What is striking is that:

dbcsr_multiply_generic consumes over 60% of the time, while it's usually only around 25%.
dbcsr_mm_sched_finalize and mp_waitall_1 experience significant load imbalance.

So, we might be suffering from a bad assignment of GPUs to MPI ranks.

@alazzaro started to look into it, but we have not yet switch to his new mp_get_node_global_rank() routine.

Nov 17 '21 12:11 oschuett

I found another (if not bigger) problem. I tested with a dual-socket system and one V100 per socket, i.e., multi-GPU. I got H2O-64 test case to crash if I did not use multirun.sh. I thought, CP2K and DBCSR can now handle multiple GPUs correctly like no need for manipulating the CUDA_VISIBLE_DEVICES? My experiments below are based on CP2K/master and DBCSR/develop.

I tried the following with two GPUs (multirun.sh 2 ...), which works:

mpirun -host localhost -genvall -np 4 \
  -genv I_MPI_PIN_DOMAIN auto \
  -genv I_MPI_PIN_ORDER bunch \
  -genv OMP_PROC_BIND TRUE \
/path/to/multirun.sh 2 /path/to/cp2k.psmp H2O-64.inp

I also tried the following with two GPUs (no multirun.sh), which does not work:

mpirun -host localhost -genvall -np 4 \
  -genv I_MPI_PIN_DOMAIN auto \
  -genv I_MPI_PIN_ORDER bunch \
  -genv OMP_PROC_BIND TRUE \
/path/to/cp2k.psmp H2O-64.inp

Even the case with two ranks (and two GPUs) crashes:

mpirun -host localhost -genvall -np 2 \
  -genv I_MPI_PIN_DOMAIN auto \
  -genv I_MPI_PIN_ORDER bunch \
  -genv OMP_PROC_BIND TRUE \
/path/to/cp2k.psmp H2O-64.inp

Specifically, I get a bunch of CUDA error: invalid argument errors, and subsequently usually acc_devmem_setzero crashes (in multiply_cannon).

Nov 18 '21 09:11 hfp

we have not yet switched to his new mp_get_node_global_rank() routine.

I believe this work must be about the local rank number. The global rank like GLOBAL_RANK_ID % NDEVICES is the way CP2K currently uses?

( As an addendum, the above mentioned multirun.sh also uses just global rank number, i.e., no awareness of the socket/PCIe-slot. )

Nov 18 '21 09:11 hfp

I got H2O-64 test case to crash....

I can confirm this. On my dual GPU system cp2k crashes when run with more than one MPI rank and more than two threads.

The problem reaches back to at least 6d12638defcb1e6d69d826d4015702f810dba719, which makes me wonder why nobody has noticed this before.

Nov 19 '21 17:11 oschuett

I got H2O-64 test case to crash....

I can confirm this. On my dual GPU system cp2k crashes when run with more than one MPI rank and more than two threads.

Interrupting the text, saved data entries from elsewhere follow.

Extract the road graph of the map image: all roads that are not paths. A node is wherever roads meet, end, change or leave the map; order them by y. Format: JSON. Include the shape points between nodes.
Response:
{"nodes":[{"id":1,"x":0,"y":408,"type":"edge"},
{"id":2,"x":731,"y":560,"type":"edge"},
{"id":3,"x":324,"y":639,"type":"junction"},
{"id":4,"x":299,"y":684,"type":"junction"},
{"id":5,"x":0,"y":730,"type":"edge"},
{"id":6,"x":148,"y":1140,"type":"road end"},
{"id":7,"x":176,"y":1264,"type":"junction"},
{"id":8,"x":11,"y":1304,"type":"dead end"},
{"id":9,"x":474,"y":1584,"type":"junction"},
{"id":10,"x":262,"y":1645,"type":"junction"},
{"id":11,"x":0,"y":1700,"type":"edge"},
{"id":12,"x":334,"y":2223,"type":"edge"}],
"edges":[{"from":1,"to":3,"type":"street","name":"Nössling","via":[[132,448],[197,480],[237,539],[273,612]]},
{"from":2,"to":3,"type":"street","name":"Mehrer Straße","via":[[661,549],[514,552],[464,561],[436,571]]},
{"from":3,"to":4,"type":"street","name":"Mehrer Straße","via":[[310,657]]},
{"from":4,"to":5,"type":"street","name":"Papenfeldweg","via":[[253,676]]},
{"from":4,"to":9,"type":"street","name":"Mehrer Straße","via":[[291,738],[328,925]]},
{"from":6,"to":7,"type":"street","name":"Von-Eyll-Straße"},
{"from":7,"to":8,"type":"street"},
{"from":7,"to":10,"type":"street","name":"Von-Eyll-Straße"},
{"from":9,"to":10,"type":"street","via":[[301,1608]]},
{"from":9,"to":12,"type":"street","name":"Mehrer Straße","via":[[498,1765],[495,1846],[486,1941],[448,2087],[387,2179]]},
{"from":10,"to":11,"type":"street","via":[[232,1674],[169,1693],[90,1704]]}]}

The problem reaches back to at least 6d12638, which makes me wonder why nobody has noticed this before.

Running tests/dbcsr_perf from DBCSR itself using multiple ranks/threads does not seem to reproduce the "multi-GPU crashes". Therefore, CP2K seems to "drive" DBCSR differently than DBCSR's own reproducer/test. Further, I cannot see significant imbalance running tests/dbcsr_perf on multiple GPUs.

I just wanted to note, that some "CUDA quirks" is about thread-local active device. A number of CUDA functions implicitly refer to an "active device" similar to a global variable (but at least thread-local). If CP2K activates a device as per latest policy for handling (multiple) GPUs, it should be for every thread.

I also do not oversee what happens if the active device on a per-thread basis changes due to a different policy/scheme.

Nov 26 '21 14:11 hfp